= Task description =
All that is needed is every line of the listing below that has "Planck".

= Working data =
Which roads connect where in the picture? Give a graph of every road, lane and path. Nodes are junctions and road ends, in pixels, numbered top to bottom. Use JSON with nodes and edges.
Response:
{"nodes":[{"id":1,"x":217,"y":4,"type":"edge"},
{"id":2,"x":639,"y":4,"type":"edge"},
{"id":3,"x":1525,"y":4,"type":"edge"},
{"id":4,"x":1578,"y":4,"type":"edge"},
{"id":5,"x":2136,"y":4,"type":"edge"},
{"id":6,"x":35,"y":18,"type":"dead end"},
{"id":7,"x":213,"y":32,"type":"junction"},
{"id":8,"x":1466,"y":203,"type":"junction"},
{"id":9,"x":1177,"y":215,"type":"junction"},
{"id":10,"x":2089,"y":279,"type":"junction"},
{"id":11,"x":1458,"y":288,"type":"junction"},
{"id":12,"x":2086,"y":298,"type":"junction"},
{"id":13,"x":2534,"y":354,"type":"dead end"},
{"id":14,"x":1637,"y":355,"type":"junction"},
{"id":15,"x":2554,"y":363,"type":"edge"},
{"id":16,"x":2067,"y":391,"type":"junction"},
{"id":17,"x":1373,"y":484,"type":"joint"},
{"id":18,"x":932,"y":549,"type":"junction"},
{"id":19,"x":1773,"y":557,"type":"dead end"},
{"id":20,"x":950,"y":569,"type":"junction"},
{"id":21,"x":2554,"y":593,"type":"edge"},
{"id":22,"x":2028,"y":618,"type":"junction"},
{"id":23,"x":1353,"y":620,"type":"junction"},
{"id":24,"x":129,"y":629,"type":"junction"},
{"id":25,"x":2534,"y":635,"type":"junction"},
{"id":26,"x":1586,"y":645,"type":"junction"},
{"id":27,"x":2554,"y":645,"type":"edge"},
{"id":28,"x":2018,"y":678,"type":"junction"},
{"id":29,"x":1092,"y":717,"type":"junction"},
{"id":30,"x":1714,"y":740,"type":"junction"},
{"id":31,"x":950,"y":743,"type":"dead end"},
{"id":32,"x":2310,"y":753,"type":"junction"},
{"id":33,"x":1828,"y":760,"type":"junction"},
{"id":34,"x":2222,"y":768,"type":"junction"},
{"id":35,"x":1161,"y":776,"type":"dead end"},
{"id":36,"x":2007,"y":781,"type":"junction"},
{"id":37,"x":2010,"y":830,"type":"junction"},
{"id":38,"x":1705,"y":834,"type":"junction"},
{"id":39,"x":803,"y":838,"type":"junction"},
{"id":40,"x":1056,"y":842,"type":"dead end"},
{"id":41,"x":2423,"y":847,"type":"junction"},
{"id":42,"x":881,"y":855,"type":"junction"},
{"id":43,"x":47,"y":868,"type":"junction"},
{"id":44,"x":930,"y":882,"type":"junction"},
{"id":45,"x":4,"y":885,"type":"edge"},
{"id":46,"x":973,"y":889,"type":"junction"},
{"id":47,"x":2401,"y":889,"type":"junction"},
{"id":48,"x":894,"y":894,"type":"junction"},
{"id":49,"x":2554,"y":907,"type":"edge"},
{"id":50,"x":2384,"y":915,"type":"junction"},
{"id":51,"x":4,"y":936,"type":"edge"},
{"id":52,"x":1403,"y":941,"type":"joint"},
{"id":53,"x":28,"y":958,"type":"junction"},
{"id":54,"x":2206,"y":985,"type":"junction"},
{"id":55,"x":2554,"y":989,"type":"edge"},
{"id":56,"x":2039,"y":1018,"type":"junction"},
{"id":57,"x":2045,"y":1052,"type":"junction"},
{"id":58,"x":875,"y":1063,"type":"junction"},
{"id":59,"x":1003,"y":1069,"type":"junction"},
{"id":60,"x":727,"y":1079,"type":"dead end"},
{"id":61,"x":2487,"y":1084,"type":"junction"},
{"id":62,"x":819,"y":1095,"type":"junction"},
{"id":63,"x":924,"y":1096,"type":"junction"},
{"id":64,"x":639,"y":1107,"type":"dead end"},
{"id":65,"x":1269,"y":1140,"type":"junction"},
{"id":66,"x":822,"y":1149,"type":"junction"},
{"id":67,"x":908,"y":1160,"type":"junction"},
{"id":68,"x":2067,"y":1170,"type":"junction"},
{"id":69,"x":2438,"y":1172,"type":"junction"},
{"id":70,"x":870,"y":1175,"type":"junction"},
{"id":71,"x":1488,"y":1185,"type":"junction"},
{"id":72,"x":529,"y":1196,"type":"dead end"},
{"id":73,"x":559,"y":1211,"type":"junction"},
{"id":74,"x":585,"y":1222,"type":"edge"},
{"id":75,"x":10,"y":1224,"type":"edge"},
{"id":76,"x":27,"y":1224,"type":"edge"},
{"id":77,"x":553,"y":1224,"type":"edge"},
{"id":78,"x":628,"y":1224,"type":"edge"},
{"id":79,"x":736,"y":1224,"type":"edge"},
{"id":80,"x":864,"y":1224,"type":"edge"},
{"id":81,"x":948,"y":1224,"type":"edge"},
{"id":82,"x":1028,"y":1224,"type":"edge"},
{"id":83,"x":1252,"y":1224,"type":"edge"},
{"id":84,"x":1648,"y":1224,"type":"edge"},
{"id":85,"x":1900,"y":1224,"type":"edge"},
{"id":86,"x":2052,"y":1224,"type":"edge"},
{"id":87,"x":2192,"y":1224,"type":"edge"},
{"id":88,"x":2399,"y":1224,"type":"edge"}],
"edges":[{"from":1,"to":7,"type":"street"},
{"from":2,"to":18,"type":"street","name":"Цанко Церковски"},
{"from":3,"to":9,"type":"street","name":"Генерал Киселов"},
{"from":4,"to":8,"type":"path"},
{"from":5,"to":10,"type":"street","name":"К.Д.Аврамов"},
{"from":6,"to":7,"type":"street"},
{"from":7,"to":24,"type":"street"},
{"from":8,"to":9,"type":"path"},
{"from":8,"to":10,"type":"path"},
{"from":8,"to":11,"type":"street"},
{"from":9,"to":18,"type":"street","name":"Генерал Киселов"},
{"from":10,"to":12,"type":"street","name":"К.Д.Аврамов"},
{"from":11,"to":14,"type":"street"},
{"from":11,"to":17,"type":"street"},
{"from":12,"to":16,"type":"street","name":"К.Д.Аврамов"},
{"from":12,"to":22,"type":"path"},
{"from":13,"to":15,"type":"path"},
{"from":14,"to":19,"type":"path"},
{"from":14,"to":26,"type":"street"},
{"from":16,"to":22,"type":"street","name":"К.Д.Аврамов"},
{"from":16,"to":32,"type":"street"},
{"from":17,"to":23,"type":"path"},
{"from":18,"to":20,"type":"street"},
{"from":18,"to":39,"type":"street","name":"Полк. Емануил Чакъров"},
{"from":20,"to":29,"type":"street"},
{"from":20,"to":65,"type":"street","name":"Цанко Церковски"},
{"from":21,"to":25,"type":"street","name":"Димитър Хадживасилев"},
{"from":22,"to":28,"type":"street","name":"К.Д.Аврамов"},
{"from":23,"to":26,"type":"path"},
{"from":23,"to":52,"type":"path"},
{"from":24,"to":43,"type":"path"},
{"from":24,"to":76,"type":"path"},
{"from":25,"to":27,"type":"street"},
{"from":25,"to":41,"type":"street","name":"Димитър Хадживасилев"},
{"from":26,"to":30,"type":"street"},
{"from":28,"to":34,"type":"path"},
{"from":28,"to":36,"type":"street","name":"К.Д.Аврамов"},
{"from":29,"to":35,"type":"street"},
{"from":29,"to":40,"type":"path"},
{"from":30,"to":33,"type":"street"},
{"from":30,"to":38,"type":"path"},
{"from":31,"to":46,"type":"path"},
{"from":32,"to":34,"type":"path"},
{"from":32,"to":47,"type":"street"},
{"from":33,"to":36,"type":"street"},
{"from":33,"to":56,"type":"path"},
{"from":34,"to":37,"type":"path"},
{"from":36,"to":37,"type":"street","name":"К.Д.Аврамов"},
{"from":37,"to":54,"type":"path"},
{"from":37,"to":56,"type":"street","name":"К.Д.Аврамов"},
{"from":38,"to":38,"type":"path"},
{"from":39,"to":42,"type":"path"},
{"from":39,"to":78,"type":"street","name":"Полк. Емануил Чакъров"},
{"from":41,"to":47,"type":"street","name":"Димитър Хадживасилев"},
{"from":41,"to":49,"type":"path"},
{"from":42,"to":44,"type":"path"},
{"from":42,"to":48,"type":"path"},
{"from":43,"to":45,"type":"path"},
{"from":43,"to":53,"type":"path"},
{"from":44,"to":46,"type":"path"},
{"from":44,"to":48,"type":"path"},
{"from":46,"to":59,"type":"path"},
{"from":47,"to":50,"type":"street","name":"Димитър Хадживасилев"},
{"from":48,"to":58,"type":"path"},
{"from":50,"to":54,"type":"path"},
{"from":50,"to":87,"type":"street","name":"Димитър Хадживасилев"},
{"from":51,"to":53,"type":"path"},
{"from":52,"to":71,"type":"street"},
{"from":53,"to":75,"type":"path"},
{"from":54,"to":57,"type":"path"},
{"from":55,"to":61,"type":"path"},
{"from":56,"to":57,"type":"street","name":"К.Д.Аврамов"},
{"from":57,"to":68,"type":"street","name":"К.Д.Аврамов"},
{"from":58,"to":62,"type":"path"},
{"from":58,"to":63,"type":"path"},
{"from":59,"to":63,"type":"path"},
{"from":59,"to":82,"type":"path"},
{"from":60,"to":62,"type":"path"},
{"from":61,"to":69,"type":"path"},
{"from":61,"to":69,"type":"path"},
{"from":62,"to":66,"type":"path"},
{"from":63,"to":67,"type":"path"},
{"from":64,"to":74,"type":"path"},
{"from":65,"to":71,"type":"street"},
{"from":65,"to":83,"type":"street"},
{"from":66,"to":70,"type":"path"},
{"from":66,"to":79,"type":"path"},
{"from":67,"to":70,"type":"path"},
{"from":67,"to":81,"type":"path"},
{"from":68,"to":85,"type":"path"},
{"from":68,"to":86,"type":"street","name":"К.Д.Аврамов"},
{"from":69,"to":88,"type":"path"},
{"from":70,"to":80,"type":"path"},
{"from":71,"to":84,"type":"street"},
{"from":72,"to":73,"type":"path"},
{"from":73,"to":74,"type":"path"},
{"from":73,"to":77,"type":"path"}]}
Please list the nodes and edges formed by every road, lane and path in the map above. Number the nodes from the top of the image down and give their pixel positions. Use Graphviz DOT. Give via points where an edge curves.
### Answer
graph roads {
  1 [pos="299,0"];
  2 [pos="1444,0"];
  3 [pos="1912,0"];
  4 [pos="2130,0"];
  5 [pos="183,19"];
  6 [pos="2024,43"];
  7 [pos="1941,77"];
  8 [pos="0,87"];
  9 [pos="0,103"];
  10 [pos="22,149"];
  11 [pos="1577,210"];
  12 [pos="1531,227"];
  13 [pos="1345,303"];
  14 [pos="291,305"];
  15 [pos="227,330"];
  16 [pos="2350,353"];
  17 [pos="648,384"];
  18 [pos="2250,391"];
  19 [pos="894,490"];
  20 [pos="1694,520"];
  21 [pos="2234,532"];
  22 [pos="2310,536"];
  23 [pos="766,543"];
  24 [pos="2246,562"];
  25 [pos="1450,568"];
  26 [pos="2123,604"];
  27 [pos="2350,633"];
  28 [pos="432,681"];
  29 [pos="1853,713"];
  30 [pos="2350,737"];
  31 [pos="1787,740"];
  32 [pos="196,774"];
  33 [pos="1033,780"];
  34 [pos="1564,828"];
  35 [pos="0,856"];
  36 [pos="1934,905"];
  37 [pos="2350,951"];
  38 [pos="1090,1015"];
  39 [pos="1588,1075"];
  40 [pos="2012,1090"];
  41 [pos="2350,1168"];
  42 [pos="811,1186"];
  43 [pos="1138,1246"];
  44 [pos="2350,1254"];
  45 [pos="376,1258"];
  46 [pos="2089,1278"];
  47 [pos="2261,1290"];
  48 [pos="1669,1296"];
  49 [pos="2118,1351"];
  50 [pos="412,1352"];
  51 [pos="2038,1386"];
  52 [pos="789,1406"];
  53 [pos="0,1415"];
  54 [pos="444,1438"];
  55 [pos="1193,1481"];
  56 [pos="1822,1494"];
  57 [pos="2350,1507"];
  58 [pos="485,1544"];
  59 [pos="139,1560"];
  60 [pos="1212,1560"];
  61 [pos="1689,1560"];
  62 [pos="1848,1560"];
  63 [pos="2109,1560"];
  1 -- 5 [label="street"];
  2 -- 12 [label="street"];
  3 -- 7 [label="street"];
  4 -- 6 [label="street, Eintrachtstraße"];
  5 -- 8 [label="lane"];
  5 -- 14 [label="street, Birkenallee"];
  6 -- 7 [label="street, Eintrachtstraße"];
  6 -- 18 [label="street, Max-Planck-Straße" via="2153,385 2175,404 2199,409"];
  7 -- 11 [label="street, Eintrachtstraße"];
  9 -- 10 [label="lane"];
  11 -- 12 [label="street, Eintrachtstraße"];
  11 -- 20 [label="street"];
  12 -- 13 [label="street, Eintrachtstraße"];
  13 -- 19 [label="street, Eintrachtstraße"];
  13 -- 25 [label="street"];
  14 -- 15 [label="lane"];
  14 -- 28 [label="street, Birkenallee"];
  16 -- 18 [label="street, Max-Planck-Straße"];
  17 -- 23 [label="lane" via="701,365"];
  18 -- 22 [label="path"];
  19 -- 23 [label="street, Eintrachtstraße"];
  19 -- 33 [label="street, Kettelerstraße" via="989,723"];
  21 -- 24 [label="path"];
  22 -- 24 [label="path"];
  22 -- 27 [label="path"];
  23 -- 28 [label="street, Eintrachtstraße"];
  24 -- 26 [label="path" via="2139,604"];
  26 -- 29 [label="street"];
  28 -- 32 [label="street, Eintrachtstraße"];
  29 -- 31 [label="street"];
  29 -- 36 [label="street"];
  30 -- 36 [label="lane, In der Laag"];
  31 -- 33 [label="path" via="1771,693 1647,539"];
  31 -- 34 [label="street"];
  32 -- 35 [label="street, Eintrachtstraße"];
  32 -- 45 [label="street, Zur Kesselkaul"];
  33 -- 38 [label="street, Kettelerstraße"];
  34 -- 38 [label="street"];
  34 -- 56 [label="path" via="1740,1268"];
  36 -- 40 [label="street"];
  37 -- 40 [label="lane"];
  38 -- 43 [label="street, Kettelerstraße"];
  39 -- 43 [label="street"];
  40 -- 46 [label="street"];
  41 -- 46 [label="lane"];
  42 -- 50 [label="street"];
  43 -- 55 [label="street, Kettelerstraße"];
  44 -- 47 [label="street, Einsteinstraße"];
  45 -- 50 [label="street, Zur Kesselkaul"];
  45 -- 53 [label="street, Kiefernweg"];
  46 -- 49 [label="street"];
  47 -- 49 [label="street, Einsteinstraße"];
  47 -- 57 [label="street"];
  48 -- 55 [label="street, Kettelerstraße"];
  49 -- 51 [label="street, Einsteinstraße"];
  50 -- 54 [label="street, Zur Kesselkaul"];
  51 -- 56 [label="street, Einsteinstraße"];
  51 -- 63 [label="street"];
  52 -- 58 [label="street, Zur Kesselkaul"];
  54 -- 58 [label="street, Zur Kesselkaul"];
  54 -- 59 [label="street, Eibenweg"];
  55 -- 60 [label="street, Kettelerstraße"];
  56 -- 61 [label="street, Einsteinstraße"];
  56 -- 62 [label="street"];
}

= Task result =
  6 -- 18 [label="street, Max-Planck-Straße" via="2153,385 2175,404 2199,409"];
  16 -- 18 [label="street, Max-Planck-Straße"];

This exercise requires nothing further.